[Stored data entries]

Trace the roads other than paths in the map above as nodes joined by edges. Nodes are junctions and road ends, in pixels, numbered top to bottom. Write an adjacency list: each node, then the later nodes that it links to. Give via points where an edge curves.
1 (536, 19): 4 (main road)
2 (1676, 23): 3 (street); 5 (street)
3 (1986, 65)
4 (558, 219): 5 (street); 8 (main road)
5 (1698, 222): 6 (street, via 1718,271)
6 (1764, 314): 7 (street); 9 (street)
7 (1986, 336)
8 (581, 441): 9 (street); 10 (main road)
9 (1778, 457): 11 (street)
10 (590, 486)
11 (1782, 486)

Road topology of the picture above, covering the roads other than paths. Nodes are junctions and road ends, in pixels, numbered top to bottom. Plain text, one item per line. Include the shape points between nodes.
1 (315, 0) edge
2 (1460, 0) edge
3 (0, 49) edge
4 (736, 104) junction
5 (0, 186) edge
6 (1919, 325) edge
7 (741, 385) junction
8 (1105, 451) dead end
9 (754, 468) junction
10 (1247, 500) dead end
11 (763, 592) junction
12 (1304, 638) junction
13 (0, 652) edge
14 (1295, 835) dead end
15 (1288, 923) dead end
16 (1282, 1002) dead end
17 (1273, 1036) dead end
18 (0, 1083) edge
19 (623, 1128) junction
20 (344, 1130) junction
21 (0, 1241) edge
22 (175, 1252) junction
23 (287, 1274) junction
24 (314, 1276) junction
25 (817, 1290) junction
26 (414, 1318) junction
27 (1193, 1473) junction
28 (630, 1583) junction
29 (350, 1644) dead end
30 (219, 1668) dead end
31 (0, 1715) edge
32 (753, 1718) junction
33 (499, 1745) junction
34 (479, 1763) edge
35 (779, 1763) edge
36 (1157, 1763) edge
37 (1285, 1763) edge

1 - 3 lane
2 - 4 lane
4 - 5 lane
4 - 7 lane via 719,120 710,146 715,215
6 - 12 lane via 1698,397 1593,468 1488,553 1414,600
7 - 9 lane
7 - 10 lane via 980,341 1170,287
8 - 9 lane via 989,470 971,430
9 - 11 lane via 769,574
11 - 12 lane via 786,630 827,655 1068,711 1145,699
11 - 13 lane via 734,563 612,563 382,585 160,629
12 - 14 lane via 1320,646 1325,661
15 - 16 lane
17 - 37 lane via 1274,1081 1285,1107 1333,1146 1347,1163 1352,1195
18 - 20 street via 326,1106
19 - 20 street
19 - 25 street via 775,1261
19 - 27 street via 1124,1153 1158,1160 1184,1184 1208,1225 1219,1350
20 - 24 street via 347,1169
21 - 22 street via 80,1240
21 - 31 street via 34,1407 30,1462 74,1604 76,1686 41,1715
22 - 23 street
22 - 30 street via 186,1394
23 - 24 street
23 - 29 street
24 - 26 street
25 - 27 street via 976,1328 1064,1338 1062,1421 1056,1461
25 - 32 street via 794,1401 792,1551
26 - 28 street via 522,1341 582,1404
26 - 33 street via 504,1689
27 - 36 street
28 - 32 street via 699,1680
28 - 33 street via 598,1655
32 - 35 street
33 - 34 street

_Assignment_
Repeat the records word for word.

_Exercise output_
Trace the roads other than paths in the map above as nodes joined by edges. Nodes are junctions and road ends, in pixels, numbered top to bottom. Write an adjacency list: each node, then the later nodes that it links to. Give via points where an edge curves.
1 (536, 19): 4 (main road)
2 (1676, 23): 3 (street); 5 (street)
3 (1986, 65)
4 (558, 219): 5 (street); 8 (main road)
5 (1698, 222): 6 (street, via 1718,271)
6 (1764, 314): 7 (street); 9 (street)
7 (1986, 336)
8 (581, 441): 9 (street); 10 (main road)
9 (1778, 457): 11 (street)
10 (590, 486)
11 (1782, 486)

Road topology of the picture above, covering the roads other than paths. Nodes are junctions and road ends, in pixels, numbered top to bottom. Plain text, one item per line. Include the shape points between nodes.
1 (315, 0) edge
2 (1460, 0) edge
3 (0, 49) edge
4 (736, 104) junction
5 (0, 186) edge
6 (1919, 325) edge
7 (741, 385) junction
8 (1105, 451) dead end
9 (754, 468) junction
10 (1247, 500) dead end
11 (763, 592) junction
12 (1304, 638) junction
13 (0, 652) edge
14 (1295, 835) dead end
15 (1288, 923) dead end
16 (1282, 1002) dead end
17 (1273, 1036) dead end
18 (0, 1083) edge
19 (623, 1128) junction
20 (344, 1130) junction
21 (0, 1241) edge
22 (175, 1252) junction
23 (287, 1274) junction
24 (314, 1276) junction
25 (817, 1290) junction
26 (414, 1318) junction
27 (1193, 1473) junction
28 (630, 1583) junction
29 (350, 1644) dead end
30 (219, 1668) dead end
31 (0, 1715) edge
32 (753, 1718) junction
33 (499, 1745) junction
34 (479, 1763) edge
35 (779, 1763) edge
36 (1157, 1763) edge
37 (1285, 1763) edge

1 - 3 lane
2 - 4 lane
4 - 5 lane
4 - 7 lane via 719,120 710,146 715,215
6 - 12 lane via 1698,397 1593,468 1488,553 1414,600
7 - 9 lane
7 - 10 lane via 980,341 1170,287
8 - 9 lane via 989,470 971,430
9 - 11 lane via 769,574
11 - 12 lane via 786,630 827,655 1068,711 1145,699
11 - 13 lane via 734,563 612,563 382,585 160,629
12 - 14 lane via 1320,646 1325,661
15 - 16 lane
17 - 37 lane via 1274,1081 1285,1107 1333,1146 1347,1163 1352,1195
18 - 20 street via 326,1106
19 - 20 street
19 - 25 street via 775,1261
19 - 27 street via 1124,1153 1158,1160 1184,1184 1208,1225 1219,1350
20 - 24 street via 347,1169
21 - 22 street via 80,1240
21 - 31 street via 34,1407 30,1462 74,1604 76,1686 41,1715
22 - 23 street
22 - 30 street via 186,1394
23 - 24 street
23 - 29 street
24 - 26 street
25 - 27 street via 976,1328 1064,1338 1062,1421 1056,1461
25 - 32 street via 794,1401 792,1551
26 - 28 street via 522,1341 582,1404
26 - 33 street via 504,1689
27 - 36 street
28 - 32 street via 699,1680
28 - 33 street via 598,1655
32 - 35 street
33 - 34 street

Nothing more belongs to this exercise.